Not a couch (and not me)

  • Do what you're told. Lie down on the "couch". Slip your right arm out of your  robe to let it all hang out. Lie back and put your arms up above your head. Keep your head turned toward the left.
  • Surrender as the technicians move the couch around with a remote control and write on your chest and boob with a permanent marker. Listen as they speak in numbers: 92, 75, 23, (Hike!) Wonder why they became radiation technicians. Was it because they loved science? Or math? Or  writing on bodies with permanent marker? Or football? Debate asking them, but don't so you can get out of here faster.
  • When the machine is ready and they leave the room, try to imagine you are lying on the beach. Then notice the image in the ceiling panel above you is of an icy looking mountain. This is the scene you will see every day for six and a half weeks. Ask them to turn off the overhead fan and wish you had gotten the  room with the beach view instead.
    Brrrr....
  • Listen for the beeping noise that tells you radiation is about to begin. Notice the red laser light across the wall and ceiling and across your boob. Think of Dr. Evil and how you'd like to watch Austin Powers again some time. Listen for the buzzing noise to start, and then maybe 30 or seconds or so later, go off. 
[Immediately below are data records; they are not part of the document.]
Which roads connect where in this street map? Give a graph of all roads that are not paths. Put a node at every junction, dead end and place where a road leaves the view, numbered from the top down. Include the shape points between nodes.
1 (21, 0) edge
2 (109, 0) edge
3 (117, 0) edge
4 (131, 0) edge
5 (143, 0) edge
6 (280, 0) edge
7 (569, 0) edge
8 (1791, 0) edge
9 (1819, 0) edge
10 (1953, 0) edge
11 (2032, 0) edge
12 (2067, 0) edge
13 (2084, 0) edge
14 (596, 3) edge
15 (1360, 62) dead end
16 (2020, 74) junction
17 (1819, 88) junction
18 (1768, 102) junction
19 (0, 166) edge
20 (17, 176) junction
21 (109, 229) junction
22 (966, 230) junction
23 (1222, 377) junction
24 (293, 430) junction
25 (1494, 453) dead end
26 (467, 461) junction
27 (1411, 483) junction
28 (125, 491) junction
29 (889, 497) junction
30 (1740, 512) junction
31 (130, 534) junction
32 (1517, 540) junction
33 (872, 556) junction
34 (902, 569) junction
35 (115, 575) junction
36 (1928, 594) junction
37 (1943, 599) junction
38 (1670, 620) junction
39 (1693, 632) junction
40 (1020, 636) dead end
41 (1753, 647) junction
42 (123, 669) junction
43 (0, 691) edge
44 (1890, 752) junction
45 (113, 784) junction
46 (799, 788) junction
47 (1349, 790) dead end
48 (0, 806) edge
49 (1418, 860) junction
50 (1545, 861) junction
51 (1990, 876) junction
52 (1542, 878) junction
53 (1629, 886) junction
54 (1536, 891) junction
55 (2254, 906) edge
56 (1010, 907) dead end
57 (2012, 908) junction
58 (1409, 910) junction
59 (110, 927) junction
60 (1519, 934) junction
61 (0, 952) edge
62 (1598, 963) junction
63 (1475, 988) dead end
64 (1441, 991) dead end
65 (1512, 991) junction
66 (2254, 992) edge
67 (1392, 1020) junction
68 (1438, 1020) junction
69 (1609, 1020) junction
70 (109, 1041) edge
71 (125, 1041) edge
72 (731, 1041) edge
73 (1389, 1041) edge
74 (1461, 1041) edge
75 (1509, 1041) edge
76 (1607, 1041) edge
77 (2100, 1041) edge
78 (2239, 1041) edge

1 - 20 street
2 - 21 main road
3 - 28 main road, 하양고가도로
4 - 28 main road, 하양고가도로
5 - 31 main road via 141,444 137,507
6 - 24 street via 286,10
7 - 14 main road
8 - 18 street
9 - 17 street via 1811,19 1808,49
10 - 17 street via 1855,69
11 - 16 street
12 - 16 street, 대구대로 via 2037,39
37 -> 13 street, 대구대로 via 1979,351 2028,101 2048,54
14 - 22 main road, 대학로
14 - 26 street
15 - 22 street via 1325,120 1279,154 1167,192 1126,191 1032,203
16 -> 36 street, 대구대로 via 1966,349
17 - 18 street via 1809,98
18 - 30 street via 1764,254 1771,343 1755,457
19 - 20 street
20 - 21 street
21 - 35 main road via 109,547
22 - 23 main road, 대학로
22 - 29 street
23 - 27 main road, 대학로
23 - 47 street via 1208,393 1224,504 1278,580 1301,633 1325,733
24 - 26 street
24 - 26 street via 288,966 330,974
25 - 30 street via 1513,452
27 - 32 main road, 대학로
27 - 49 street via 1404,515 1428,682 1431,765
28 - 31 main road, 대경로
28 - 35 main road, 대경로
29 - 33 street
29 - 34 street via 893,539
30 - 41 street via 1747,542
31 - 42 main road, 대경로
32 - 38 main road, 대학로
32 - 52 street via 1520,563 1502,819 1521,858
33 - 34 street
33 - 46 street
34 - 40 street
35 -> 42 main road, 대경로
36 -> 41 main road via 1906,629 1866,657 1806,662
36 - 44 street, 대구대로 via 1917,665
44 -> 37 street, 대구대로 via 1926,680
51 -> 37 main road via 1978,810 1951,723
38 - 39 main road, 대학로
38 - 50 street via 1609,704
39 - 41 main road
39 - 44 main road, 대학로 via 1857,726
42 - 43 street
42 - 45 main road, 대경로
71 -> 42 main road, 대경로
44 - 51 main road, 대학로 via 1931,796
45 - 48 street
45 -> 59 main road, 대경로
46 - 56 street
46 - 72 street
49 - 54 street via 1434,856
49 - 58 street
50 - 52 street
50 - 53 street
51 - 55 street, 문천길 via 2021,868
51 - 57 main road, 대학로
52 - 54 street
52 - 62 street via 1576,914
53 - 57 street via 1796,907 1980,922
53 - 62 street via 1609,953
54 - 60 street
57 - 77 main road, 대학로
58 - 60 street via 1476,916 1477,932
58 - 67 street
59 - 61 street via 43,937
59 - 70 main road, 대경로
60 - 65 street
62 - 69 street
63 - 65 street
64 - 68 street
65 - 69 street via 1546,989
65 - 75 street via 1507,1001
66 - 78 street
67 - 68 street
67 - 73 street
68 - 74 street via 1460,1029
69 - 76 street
  • After two "treatments" like this, prepare mentally for the bolus. The first time they mention that they will put a "bolus" on your boob to protect the skin, recall your 10th grade science teacher Mrs. Lobdell and imagine they are going to put a mass of chewed up food on your body.
    Feel thankful when they pull out a sheet of fake skin with the consistency of one of those Boo Boo Buddy ice packs. Gasp when they put it on your body as it's soooo cold. Accept their apologies and check with them every appointment thereafter to make sure they wrap it in a warm blanket before placing on your skin. They do. (actually, not all breast cancer patients get the bolus. I  grew to like it. Found it soothing on the skin....)
  • After two zaps with the bolus on (did I mention that you really don't feel anything during radiation - except arm fatigue some days), wait for the last buzz to announce the end of your session and then put your arms down. Wait for the technicians to come back in and lower "the couch" and then discreetly pull your gown back up over your right arm and around your body. Thank the technicians and say "see you tomorrow." Wish you could better remember their names. Try to look at the blonde woman's name tag but it's turned the other way. It's been six weeks. You should know the names of these good people. Note to yourself to try again tomorrow. Note to get better at remembering names, period.
  • Go home and smear Gene's Cream or Aquaphor or hydrocortisone cream over your damaged skin. The next morning, remember to wash the permanent marker off or they will think you don't shower (some days, you don't). Try not to accidentally shave your right armpit. I did it once while in a trance, didn't die, but bad idea as it increases your risk of infection. Put deodorant on your left armpit, corn starch on the right, but be very careful with the corn starch! It can explode all over your bathroom and cleaning it up is a bitch. Put on your comfy clothes, including the fashionable Genie Bra you bought at Bed, Bath and Beyond (Sorry, no more underwire ladies...and toward the end you will likely be wearing no bra), a cotton t-shirt and a baseball cap and go do it all over again the next day, and the next, and the next, until it's over.
And yes, my friends, it will be over. Sooner than you think.

p.s.
I wrote this post before I went to my first boosting appointment yesterday. The technicians went crazy drawing football plays on my skin. I finally asked them, So what brings one to this line of work? Were you math or science people in high school? Or into football? (They thought my football joke was funny - then showed me a whole notebook of drawings that looked like football plays, now to include my own ) Anyway, the overall response was physics, which I got a D in senior year in high school (my only D ever might I add), which means I'll never be a radiation tech. But I'm extremely thankful they exist.